Does Divorce = Failure? (Is Failure a Bad Thing?)
/I was giving a reading about the history of marriage and divorce at the MacDowell Colony in New Hampshire. My piece was about the critical social and economic role that marriage served historically, and how demographic shifts, real material advances and women's rights have made it largely optional today, a choice, not a necessity. Meaning: as much as we love the idea of marriage, ending a bad one is a choice, too.
After the talk, a woman about my age approached, an artist, liberal minded. “I think you have to acknowledge that many people see divorce as a failure,” she said. “I do. I think it was the best choice in my situation, and for our child, but I still feel a sense of failure for not having been able to make my marriage work, or maybe for having married the wrong person.”
Failure. The other F-word.
I was so wrapped up in the attempt to explain divorce in social science terms, I hadn’t give much thought to people’s sense of failure.
I didn't see divorce as failure. I grew up with it. Divorce seemed more a part of life than some aberration.

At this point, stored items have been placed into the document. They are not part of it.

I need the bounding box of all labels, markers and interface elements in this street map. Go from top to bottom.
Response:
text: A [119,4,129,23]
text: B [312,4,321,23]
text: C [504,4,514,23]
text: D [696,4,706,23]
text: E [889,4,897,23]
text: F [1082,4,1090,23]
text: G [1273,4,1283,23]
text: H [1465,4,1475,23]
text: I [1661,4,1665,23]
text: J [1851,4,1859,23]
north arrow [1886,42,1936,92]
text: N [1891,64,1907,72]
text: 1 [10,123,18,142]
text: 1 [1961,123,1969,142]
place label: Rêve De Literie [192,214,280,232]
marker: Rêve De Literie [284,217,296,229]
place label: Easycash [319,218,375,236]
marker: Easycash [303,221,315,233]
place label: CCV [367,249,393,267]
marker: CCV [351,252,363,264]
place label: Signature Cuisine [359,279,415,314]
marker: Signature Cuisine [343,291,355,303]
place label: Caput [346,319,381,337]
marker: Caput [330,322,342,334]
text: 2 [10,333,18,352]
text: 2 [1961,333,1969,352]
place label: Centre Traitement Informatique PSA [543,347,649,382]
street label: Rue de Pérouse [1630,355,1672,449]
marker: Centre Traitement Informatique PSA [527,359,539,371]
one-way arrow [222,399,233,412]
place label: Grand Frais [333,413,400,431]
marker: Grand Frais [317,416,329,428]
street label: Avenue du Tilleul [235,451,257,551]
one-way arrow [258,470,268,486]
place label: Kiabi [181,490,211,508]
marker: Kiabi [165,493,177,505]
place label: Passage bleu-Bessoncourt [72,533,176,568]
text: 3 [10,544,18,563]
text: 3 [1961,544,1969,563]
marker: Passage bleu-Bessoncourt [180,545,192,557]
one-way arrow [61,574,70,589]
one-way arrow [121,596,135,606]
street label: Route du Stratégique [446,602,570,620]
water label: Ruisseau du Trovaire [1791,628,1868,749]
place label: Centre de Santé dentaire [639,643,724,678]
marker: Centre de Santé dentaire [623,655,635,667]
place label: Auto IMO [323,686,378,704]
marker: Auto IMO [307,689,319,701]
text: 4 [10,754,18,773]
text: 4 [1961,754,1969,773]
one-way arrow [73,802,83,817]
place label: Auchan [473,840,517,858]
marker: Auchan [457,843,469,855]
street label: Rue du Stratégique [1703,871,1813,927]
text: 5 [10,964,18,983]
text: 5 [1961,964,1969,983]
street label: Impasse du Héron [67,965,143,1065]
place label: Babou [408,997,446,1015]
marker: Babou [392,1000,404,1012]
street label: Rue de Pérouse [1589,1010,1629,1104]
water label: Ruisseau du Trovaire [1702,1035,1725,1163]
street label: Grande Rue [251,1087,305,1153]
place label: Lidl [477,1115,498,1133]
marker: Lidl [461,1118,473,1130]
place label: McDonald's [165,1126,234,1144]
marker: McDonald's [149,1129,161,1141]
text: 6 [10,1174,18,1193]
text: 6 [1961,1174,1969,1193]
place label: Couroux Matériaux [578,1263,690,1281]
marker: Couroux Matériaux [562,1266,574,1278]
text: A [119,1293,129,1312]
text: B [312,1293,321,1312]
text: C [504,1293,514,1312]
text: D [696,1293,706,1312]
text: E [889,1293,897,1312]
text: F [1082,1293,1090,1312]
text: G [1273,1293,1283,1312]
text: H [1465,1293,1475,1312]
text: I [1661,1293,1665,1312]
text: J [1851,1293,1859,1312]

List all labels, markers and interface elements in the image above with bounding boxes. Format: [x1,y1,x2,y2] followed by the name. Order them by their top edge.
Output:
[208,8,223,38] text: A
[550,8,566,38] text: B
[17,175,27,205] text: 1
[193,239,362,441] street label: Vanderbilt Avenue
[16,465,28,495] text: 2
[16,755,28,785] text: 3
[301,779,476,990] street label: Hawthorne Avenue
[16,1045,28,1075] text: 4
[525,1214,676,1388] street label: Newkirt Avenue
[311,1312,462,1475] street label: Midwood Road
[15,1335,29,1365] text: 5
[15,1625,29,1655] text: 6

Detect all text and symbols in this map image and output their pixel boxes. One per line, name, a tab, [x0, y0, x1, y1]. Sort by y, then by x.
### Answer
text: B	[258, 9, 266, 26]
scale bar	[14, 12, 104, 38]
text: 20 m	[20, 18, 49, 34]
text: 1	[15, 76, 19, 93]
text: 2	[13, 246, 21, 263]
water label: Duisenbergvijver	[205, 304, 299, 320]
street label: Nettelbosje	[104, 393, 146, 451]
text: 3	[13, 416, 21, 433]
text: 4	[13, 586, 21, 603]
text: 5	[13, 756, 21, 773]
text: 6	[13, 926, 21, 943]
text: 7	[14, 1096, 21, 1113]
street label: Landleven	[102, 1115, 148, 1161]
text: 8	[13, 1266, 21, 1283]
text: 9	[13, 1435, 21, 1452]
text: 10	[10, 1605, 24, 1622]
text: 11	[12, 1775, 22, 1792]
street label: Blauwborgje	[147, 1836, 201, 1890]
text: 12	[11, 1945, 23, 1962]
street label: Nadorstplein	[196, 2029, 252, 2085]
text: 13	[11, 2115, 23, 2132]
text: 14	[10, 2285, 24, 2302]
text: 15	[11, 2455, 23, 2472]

But many people do feel divorce as a failure, as I’ve since learned.
Whatever you think about divorce, failure in general is so universal, you could write a book about it. Many books. Many people have. There’s a recent subset of books on failure promoting its economic upsides, including Fail Fast, Fail Often and The Upside of Down.
Carlin Flora, author of Friendfluence: The Surprising Way Friends Make Us Who We Are, recently wrote a feature article for Psychology Today magazine about failure I caught up with her to get her take.
Wendy Paris: Why did you want to write about failure after writing a book about friendship?
Carlin Flora: “It seems like the message now is that failure will lead to success and you have to fail to succeed. But they’re talking about traditional views of success.
‘You have to have five failed companies before you have one successful one. You have to have 500 auditions before you get the lead role.’
I was interested in instances where failure does not lead to traditional success. A lot of people never have that success. Failure can still bring benefits, even if it doesn’t lead to clear success.
WP: Are there relationship or friendship benefits to failure?
CF: Yes! Empathy. Before you experience failure, you might be able to relate intellectually to other people’s sadness or hardships. But afterward, you know how it feels. You find yourself saying the right thing, really understan ding. Empathy connects us to people. It leads to more successful relationships, and more tolerance and acceptance.
Failure also helps with your own social comparison. You might feel down, and look around and think everyone else is doing great. Once you experience a failure, you know that other people have pain about something, too, even if they’re not telling you.
There’s also a vulnerability that comes with failure, and it’s attractive to people. It’s hard to become close to someone who has a hard exterior and never lets on that anything’s wrong. We live in a society in which you’re always supposed to be achieving and posting your happy pictures. Failure lets people feel they can let their guards down with you and be themselves.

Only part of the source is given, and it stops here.